> **Directions for this task**
Below, find the line containing "Digitize the connectivity" and the line containing "Write the network"; reproduce exactly those two and every line between them, omitting pictures.

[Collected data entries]
^^^^^^^^
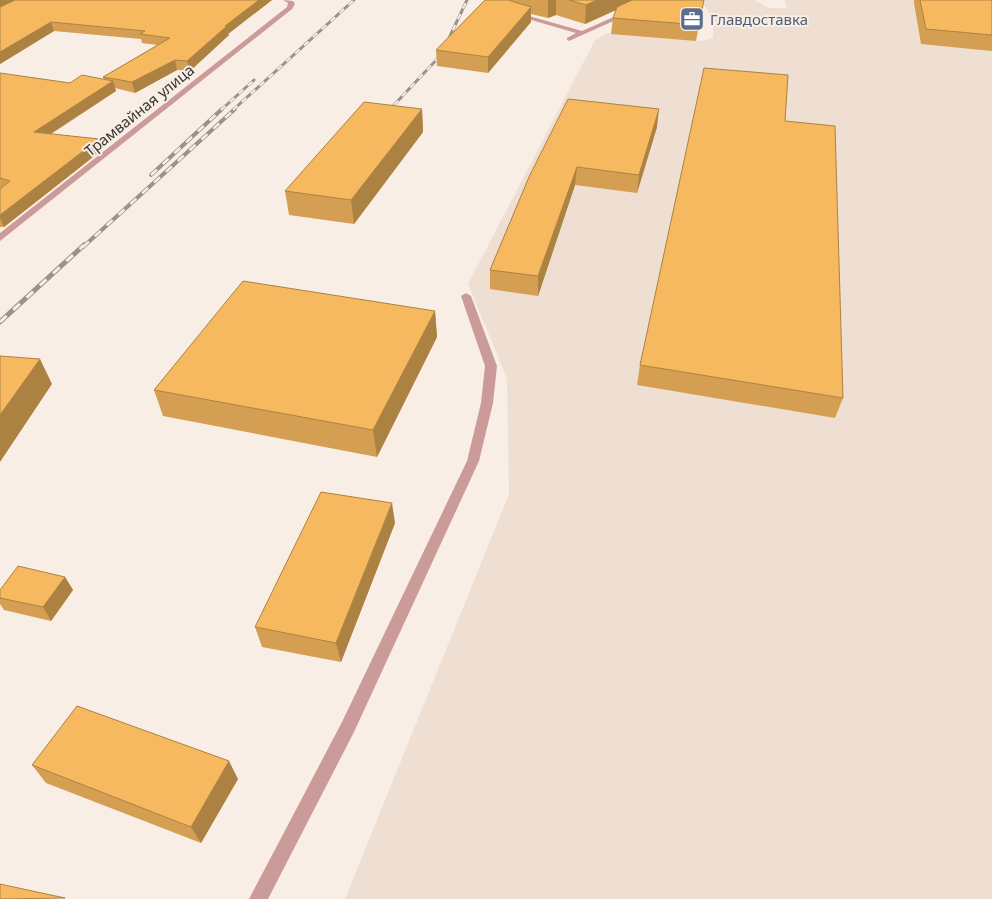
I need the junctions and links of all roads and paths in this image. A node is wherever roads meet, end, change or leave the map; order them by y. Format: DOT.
graph roads {
  1 [pos="657,0"];
  2 [pos="288,1"];
  3 [pos="501,2"];
  4 [pos="582,33"];
  5 [pos="569,39"];
  6 [pos="0,238"];
  7 [pos="466,296"];
  8 [pos="258,899"];
  1 -- 4 [label="street"];
  2 -- 6 [label="street, Трамвайная улица"];
  3 -- 4 [label="street"];
  4 -- 5 [label="street"];
  7 -- 8 [label="street"];
}
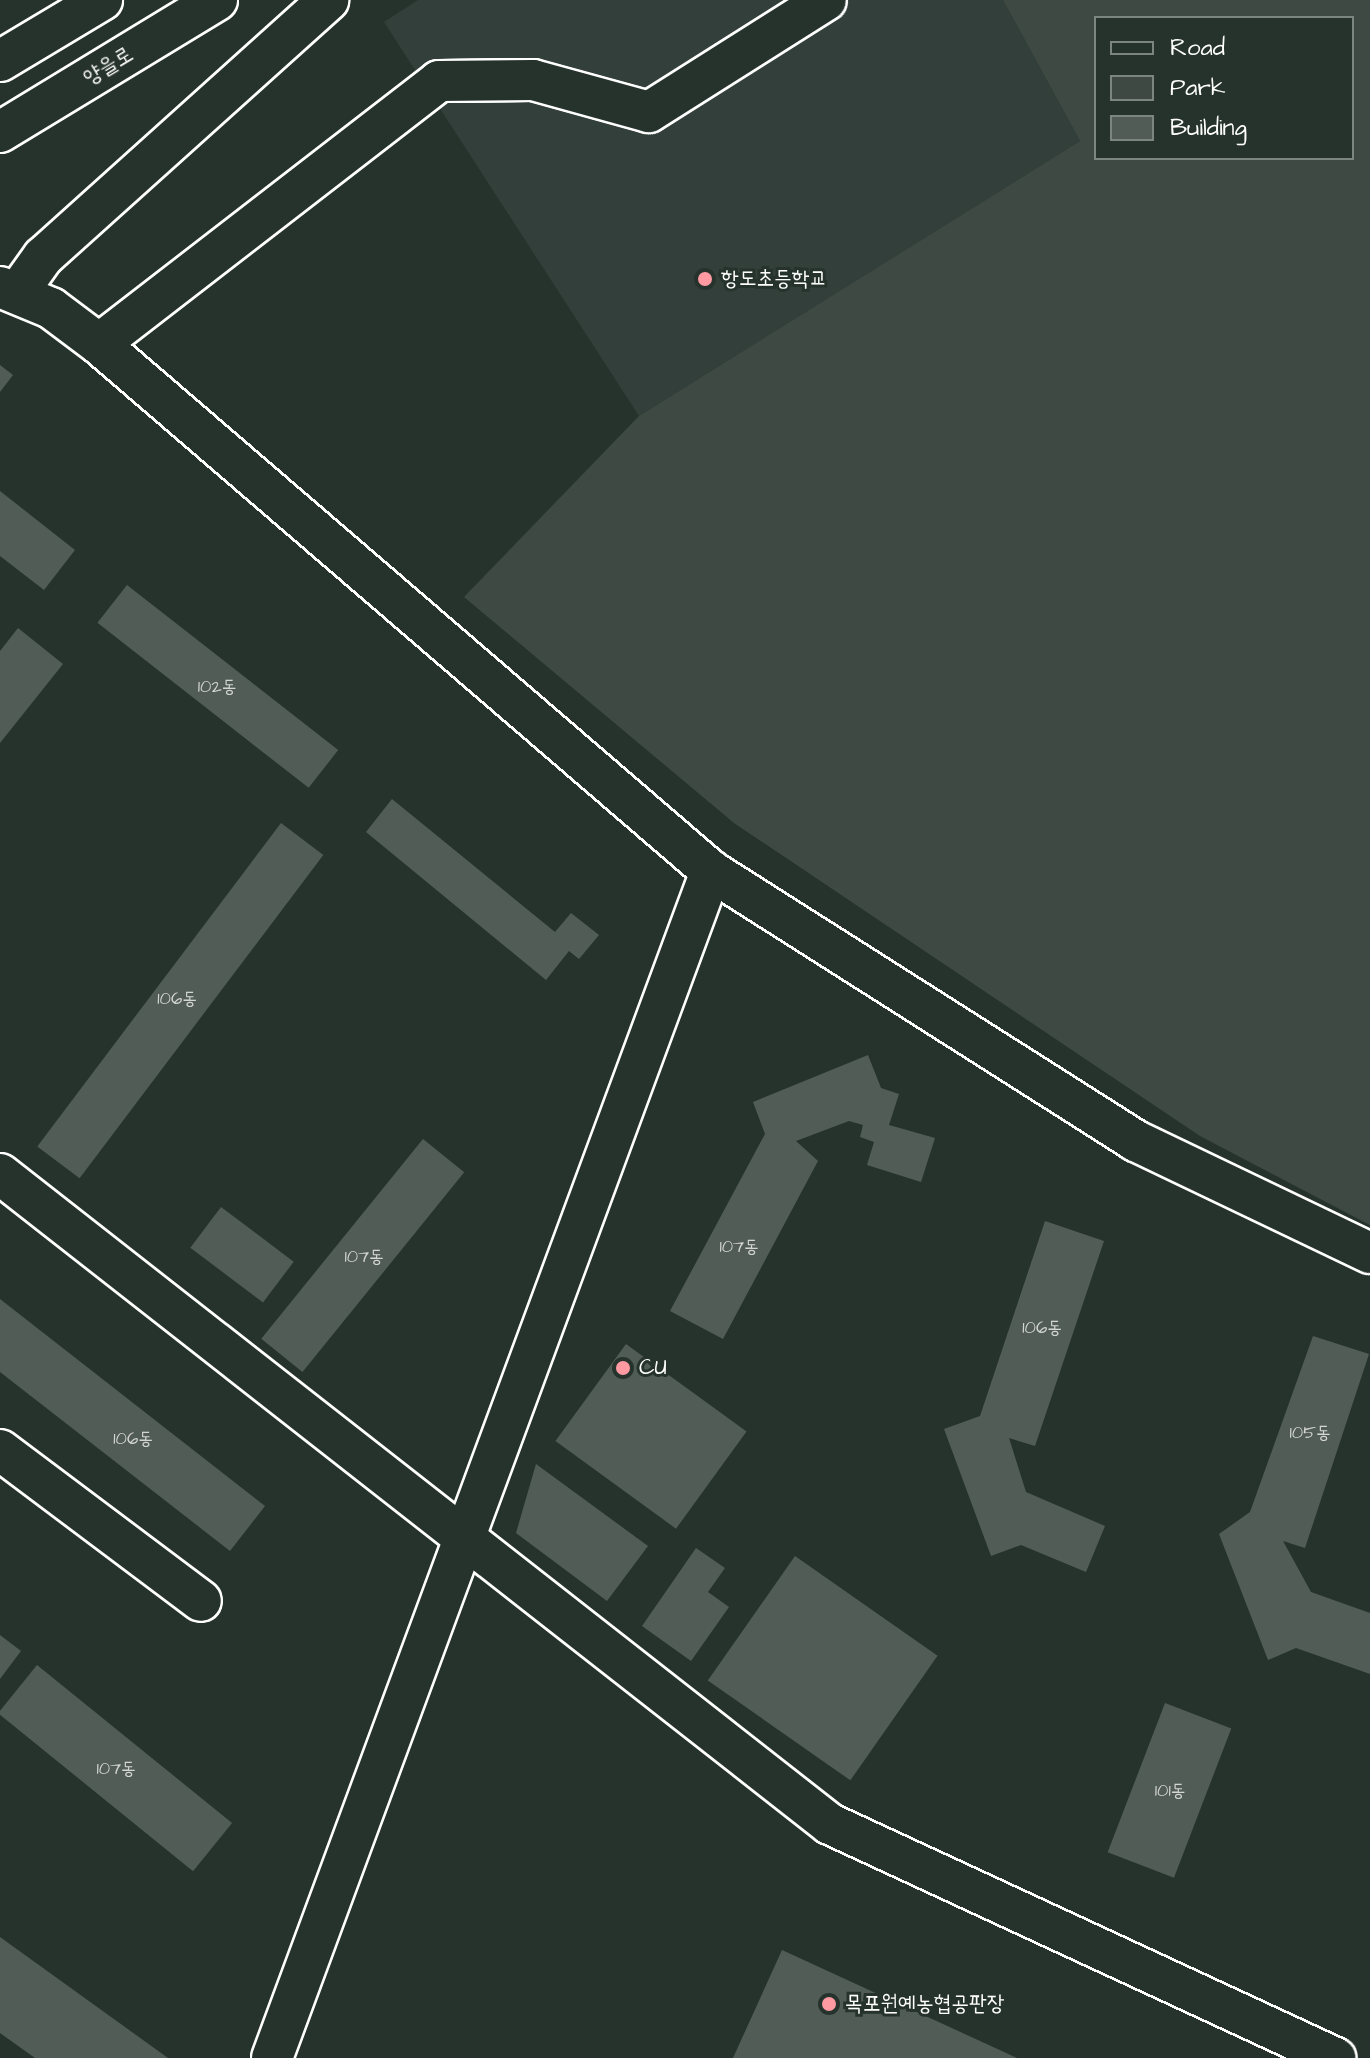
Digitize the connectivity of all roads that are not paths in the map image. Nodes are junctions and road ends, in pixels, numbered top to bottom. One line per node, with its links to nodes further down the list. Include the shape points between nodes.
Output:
1 (102, 0): 5 (street)
2 (217, 0): 6 (street, 양을로)
3 (328, 0): 7 (street)
4 (826, 0): 8 (street, via 649,112 548,82 439,81 305,177)
5 (0, 61)
6 (0, 132)
7 (9, 289): 8 (street)
8 (99, 344): 9 (street)
9 (711, 871): 11 (street, via 1136,1141); 13 (street)
10 (0, 1174): 13 (street)
11 (1370, 1253)
12 (0, 1450): 14 (street)
13 (460, 1535): 15 (street); 16 (street, via 830,1824)
14 (201, 1601)
15 (272, 2058)
16 (1335, 2058)

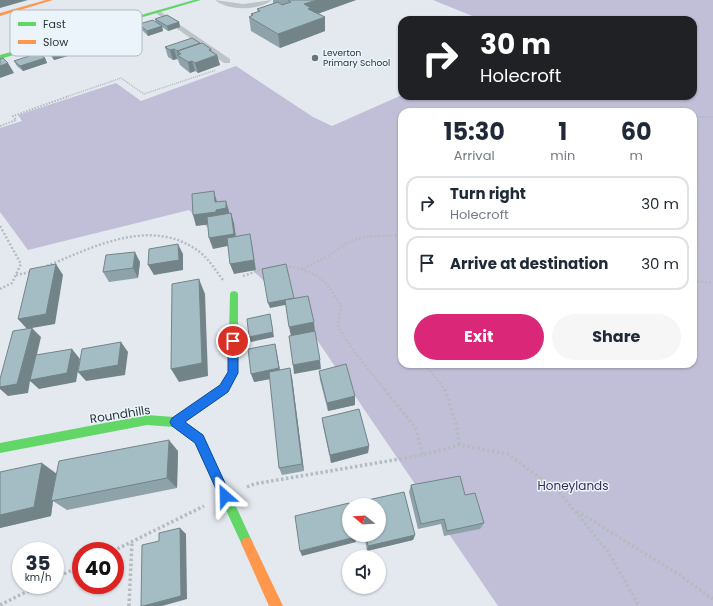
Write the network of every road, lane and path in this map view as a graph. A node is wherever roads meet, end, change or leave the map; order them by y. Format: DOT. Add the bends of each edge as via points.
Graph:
graph roads {
  1 [pos="51,0"];
  2 [pos="199,0"];
  3 [pos="218,0"];
  4 [pos="269,0"];
  5 [pos="17,10"];
  6 [pos="10,12"];
  7 [pos="158,12"];
  8 [pos="0,15"];
  9 [pos="142,17"];
  10 [pos="10,54"];
  11 [pos="0,57"];
  12 [pos="227,61"];
  13 [pos="220,69"];
  14 [pos="697,117"];
  15 [pos="713,117"];
  16 [pos="0,126"];
  17 [pos="0,226"];
  18 [pos="398,236"];
  19 [pos="44,268"];
  20 [pos="303,269"];
  21 [pos="37,271"];
  22 [pos="16,275"];
  23 [pos="241,276"];
  24 [pos="222,278"];
  25 [pos="228,278"];
  26 [pos="697,281"];
  27 [pos="713,283"];
  28 [pos="0,289"];
  29 [pos="234,294"];
  30 [pos="428,368"];
  31 [pos="176,422"];
  32 [pos="459,445"];
  33 [pos="0,448"];
  34 [pos="423,455"];
  35 [pos="225,496"];
  36 [pos="574,510"];
  37 [pos="132,542"];
  38 [pos="124,546"];
  39 [pos="22,594"];
  40 [pos="713,599"];
  41 [pos="0,605"];
  42 [pos="129,606"];
  43 [pos="276,606"];
  44 [pos="638,606"];
  1 -- 5 [label="street"];
  2 -- 7 [label="street"];
  3 -- 4 [label="lane" via="236,6 249,6"];
  6 -- 8 [label="street"];
  7 -- 9 [label="street"];
  7 -- 12 [label="lane"];
  10 -- 11 [label="street"];
  13 -- 16 [label="path" via="144,94 121,78 13,116 16,120"];
  14 -- 15 [label="path"];
  17 -- 22 [label="path" via="21,264"];
  18 -- 20 [label="path" via="363,237 346,243"];
  19 -- 24 [label="path" via="128,236 156,235 180,240 200,253"];
  20 -- 23 [label="path" via="292,265 271,266 254,275"];
  20 -- 34 [label="path" via="326,283 341,305 338,327 353,350 415,427"];
  21 -- 22 [label="path"];
  22 -- 28 [label="path" via="12,283"];
  24 -- 25 [label="path"];
  24 -- 29 [label="path"];
  26 -- 27 [label="path"];
  29 -- 31 [label="street" via="233,373 224,388"];
  30 -- 32 [label="path" via="446,388"];
  31 -- 33 [label="street, Roundhills" via="147,420"];
  31 -- 35 [label="street" via="199,439"];
  32 -- 34 [label="path"];
  32 -- 36 [label="path" via="508,454 560,493"];
  34 -- 35 [label="path" via="254,484"];
  35 -- 37 [label="path"];
  35 -- 43 [label="street"];
  36 -- 40 [label="path" via="682,576"];
  36 -- 44 [label="path" via="609,554"];
  37 -- 38 [label="path"];
  37 -- 42 [label="path"];
  39 -- 41 [label="path"];
}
^^^^^^^^
> **Response below**
Digitize the connectivity of all roads that are not paths in the map image. Nodes are junctions and road ends, in pixels, numbered top to bottom. One line per node, with its links to nodes further down the list. Include the shape points between nodes.
Output:
1 (102, 0): 5 (street)
2 (217, 0): 6 (street, 양을로)
3 (328, 0): 7 (street)
4 (826, 0): 8 (street, via 649,112 548,82 439,81 305,177)
5 (0, 61)
6 (0, 132)
7 (9, 289): 8 (street)
8 (99, 344): 9 (street)
9 (711, 871): 11 (street, via 1136,1141); 13 (street)
10 (0, 1174): 13 (street)
11 (1370, 1253)
12 (0, 1450): 14 (street)
13 (460, 1535): 15 (street); 16 (street, via 830,1824)
14 (201, 1601)
15 (272, 2058)
16 (1335, 2058)

Write the network of every road, lane and path in this map view as a graph. A node is wherever roads meet, end, change or leave the map; order them by y. Format: DOT. Add the bends of each edge as via points.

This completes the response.